Failure to Timely Respond to Oxygen Alarm and Report Suspected Neglect
Penalty
Summary
Facility staff failed to immediately report an alleged incident of neglect involving a resident who was dependent on respiratory support and continuous monitoring. The resident had spastic quadriplegic cerebral palsy, severe hypoxic ischemic encephalopathy, chronic respiratory failure, was severely cognitively impaired, and totally dependent on staff for all ADLs. On the date of the incident at 8:58 AM, the resident’s alert alarm indicated decreasing oxygen levels, but nursing and respiratory staff did not respond to the alarm or assess the resident in a timely manner, in deviation from the facility’s pulse oximetry escalation pathway and alarm response procedures. The resident was later found unresponsive with gray skin, and a Code Blue was initiated. CPR was started, and the resident was transferred to the hospital, where they were determined to have no brain activity; life support was later terminated and the resident expired.
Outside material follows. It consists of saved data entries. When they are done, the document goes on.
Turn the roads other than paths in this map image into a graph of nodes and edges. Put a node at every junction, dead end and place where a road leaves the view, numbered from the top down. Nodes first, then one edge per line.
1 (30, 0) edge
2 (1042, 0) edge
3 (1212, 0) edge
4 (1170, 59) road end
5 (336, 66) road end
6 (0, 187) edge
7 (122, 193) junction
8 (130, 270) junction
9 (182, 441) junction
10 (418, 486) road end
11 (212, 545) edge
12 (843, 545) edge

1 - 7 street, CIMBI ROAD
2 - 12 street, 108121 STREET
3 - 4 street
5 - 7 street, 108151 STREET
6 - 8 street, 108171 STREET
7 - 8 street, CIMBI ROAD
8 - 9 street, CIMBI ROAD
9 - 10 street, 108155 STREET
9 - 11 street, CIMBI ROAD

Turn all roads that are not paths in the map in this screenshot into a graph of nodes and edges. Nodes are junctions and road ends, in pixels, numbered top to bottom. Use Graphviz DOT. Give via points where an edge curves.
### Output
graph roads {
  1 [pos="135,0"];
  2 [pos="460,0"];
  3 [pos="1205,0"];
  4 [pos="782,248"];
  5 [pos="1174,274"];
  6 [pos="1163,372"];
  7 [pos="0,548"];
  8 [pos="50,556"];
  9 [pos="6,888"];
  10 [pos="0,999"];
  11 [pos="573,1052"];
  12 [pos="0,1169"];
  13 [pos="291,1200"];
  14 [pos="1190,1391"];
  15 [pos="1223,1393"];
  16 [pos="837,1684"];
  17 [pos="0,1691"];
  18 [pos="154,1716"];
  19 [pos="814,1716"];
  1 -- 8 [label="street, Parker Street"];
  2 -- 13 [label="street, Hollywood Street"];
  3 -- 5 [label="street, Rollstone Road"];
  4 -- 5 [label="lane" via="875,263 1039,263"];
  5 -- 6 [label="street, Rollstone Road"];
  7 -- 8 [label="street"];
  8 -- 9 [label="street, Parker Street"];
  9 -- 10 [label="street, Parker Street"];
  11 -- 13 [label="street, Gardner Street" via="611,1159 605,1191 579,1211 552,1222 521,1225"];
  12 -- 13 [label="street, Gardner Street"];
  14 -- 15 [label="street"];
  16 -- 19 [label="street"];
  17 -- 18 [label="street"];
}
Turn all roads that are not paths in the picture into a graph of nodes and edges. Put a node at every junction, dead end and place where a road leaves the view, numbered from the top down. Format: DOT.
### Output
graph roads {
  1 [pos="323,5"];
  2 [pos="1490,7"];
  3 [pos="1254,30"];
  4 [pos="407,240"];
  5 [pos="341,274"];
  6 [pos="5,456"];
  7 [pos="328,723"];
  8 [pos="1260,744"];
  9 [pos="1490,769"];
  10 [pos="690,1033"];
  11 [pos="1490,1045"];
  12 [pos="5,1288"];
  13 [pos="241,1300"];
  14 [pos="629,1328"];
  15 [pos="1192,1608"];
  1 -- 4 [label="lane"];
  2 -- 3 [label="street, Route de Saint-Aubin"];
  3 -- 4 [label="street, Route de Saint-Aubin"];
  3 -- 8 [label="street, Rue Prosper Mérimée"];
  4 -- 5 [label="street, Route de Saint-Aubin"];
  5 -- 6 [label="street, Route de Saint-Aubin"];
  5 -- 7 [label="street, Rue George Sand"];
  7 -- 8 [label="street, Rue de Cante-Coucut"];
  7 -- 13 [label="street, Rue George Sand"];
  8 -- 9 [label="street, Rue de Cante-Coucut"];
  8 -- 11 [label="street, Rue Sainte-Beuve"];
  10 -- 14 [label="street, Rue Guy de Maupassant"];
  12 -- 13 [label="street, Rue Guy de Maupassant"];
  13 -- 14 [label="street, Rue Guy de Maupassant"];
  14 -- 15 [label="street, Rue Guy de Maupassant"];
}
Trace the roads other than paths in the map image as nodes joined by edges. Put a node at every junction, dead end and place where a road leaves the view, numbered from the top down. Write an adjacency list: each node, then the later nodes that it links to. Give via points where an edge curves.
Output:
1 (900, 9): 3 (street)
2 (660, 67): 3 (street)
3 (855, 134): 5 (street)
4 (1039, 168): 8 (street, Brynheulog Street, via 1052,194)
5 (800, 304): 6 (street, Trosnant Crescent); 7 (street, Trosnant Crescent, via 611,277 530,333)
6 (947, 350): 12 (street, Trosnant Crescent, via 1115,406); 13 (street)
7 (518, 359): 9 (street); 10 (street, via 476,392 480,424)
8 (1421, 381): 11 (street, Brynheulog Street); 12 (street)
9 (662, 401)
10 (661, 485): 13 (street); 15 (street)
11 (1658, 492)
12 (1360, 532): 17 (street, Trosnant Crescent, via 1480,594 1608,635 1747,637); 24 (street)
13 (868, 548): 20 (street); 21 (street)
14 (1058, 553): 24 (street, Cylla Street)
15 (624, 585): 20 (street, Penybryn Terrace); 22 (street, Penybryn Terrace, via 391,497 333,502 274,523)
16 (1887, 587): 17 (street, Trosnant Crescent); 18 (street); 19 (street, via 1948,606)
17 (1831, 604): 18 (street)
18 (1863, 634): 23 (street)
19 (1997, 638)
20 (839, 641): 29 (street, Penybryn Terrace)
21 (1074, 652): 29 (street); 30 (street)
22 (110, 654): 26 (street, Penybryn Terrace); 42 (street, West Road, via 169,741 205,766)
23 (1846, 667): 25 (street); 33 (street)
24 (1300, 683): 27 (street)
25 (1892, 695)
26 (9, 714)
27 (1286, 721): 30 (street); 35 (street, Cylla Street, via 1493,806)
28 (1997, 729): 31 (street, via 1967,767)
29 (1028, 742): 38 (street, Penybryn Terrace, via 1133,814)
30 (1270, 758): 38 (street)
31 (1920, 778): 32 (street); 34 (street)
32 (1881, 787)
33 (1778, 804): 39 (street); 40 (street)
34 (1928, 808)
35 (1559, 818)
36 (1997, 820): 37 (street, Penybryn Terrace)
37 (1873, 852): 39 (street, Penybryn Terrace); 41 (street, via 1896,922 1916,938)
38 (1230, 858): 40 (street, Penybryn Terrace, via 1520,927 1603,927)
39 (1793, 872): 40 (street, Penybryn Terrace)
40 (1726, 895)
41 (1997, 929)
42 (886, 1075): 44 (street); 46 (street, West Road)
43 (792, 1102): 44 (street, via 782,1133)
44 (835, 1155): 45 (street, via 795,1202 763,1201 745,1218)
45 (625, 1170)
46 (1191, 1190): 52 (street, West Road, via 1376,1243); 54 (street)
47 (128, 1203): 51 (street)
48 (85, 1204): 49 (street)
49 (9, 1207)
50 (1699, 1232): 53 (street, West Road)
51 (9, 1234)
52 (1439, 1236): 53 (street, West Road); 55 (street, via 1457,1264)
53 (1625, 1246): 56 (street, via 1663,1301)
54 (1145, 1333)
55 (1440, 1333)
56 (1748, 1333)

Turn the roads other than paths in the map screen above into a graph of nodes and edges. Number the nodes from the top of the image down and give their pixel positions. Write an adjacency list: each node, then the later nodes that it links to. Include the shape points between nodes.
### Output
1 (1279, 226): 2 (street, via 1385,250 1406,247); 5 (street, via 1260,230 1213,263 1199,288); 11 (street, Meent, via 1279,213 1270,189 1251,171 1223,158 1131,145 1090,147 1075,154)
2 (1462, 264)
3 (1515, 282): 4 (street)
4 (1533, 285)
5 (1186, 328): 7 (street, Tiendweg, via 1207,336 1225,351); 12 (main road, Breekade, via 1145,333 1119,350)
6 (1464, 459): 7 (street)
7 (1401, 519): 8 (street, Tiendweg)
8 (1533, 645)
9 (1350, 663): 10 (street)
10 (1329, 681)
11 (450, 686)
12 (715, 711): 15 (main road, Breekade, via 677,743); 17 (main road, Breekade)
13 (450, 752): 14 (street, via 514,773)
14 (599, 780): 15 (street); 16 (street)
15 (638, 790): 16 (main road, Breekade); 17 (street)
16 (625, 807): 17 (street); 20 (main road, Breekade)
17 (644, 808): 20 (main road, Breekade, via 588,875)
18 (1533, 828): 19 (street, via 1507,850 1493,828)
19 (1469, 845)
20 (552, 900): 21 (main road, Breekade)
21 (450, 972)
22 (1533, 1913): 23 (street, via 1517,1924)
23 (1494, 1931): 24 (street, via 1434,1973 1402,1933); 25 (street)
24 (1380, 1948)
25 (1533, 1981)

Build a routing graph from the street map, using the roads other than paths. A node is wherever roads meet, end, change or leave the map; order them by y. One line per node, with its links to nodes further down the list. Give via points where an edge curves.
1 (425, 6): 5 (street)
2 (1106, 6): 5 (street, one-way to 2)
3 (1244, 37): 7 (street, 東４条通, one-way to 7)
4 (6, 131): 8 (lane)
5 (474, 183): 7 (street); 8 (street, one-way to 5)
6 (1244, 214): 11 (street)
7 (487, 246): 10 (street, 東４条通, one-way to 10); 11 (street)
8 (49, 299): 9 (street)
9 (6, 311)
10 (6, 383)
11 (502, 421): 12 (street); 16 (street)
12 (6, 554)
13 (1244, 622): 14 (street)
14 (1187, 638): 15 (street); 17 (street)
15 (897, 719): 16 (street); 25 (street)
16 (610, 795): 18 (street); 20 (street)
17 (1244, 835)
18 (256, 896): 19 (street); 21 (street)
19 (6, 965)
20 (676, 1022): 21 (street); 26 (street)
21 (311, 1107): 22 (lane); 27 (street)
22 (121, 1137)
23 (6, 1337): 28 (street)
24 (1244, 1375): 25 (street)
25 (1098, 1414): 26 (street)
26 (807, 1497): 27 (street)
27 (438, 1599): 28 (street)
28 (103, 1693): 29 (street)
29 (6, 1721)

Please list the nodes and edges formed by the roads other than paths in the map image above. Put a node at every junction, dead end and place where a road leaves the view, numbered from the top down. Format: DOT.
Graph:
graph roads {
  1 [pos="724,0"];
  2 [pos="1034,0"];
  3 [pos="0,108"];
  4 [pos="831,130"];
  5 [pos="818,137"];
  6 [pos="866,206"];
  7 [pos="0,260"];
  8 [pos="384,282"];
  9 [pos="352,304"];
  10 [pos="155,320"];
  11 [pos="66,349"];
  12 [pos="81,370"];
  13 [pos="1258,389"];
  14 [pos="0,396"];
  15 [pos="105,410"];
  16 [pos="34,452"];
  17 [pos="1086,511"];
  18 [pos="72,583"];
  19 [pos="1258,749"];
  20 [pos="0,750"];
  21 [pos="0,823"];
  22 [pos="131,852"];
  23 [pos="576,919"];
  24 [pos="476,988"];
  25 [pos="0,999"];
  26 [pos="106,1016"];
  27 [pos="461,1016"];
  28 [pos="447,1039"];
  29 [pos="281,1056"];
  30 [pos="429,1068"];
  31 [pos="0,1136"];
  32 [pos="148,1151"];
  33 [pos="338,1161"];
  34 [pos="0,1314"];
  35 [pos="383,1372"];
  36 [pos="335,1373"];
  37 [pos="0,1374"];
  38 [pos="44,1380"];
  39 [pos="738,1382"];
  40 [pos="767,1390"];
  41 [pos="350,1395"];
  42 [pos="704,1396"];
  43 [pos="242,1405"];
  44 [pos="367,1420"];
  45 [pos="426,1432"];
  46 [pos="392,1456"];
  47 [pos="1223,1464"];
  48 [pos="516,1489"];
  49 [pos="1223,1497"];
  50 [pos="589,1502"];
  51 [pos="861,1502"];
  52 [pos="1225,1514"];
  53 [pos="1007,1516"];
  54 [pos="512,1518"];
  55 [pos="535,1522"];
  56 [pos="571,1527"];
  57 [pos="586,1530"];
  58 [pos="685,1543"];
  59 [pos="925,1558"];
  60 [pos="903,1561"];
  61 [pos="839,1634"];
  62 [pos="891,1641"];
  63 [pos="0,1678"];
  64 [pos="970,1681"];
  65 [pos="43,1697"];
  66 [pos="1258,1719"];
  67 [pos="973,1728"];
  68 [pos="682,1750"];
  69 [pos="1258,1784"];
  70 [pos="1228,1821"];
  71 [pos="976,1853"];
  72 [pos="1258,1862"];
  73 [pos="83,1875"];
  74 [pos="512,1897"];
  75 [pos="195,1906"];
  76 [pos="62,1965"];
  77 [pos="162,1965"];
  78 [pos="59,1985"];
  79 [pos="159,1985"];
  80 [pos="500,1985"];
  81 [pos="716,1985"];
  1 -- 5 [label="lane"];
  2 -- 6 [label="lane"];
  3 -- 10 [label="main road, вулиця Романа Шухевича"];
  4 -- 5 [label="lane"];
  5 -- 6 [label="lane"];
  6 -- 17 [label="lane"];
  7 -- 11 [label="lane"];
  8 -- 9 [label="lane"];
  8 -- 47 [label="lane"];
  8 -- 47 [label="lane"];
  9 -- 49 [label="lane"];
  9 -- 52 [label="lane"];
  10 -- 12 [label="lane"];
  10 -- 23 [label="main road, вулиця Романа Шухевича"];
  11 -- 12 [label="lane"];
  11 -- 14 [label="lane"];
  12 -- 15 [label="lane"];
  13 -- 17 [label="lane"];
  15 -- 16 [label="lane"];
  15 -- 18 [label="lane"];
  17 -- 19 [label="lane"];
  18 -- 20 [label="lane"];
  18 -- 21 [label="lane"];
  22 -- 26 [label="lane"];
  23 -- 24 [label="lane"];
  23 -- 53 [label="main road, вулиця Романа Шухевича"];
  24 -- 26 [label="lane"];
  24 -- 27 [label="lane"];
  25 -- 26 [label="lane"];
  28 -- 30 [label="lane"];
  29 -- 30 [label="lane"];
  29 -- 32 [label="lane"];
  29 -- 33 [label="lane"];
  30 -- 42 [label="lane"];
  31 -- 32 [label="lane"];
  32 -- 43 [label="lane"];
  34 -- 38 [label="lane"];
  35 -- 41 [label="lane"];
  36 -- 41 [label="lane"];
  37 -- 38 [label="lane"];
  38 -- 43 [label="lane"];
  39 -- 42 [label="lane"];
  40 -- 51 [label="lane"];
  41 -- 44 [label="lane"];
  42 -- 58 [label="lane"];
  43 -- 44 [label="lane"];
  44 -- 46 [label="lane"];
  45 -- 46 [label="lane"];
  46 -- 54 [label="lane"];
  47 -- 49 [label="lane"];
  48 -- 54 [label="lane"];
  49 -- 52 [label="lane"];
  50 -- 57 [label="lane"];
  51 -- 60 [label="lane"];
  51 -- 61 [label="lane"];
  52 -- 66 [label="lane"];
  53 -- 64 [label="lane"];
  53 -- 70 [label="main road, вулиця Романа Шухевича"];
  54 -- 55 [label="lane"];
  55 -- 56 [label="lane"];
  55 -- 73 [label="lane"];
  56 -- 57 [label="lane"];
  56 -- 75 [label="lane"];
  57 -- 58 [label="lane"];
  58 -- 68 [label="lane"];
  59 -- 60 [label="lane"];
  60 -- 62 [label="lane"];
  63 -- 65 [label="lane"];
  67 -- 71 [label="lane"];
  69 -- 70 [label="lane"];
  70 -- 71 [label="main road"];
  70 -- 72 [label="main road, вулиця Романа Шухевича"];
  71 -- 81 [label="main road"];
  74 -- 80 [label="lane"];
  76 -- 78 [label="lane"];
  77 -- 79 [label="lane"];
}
Although the facility’s policy required that alleged or suspected violations involving mistreatment, neglect, or other reportable events be reported to the State Survey Agency and other appropriate authorities no later than 2 hours after forming the suspicion if serious bodily injury occurred, or within 24 hours otherwise, the incident was not reported in accordance with these time frames. The incident occurred on one date, the Administrator was not notified until a later date, and the New York State Department of Health was not notified until four days after the event. The DON stated they were unaware that staff had failed to respond to the alerts until reviewing the alert system report and interviewing staff, and also stated they were unaware the incident should have been reported to the Department of Health, while the Administrator confirmed they had not been notified of the Code Blue on the day it occurred.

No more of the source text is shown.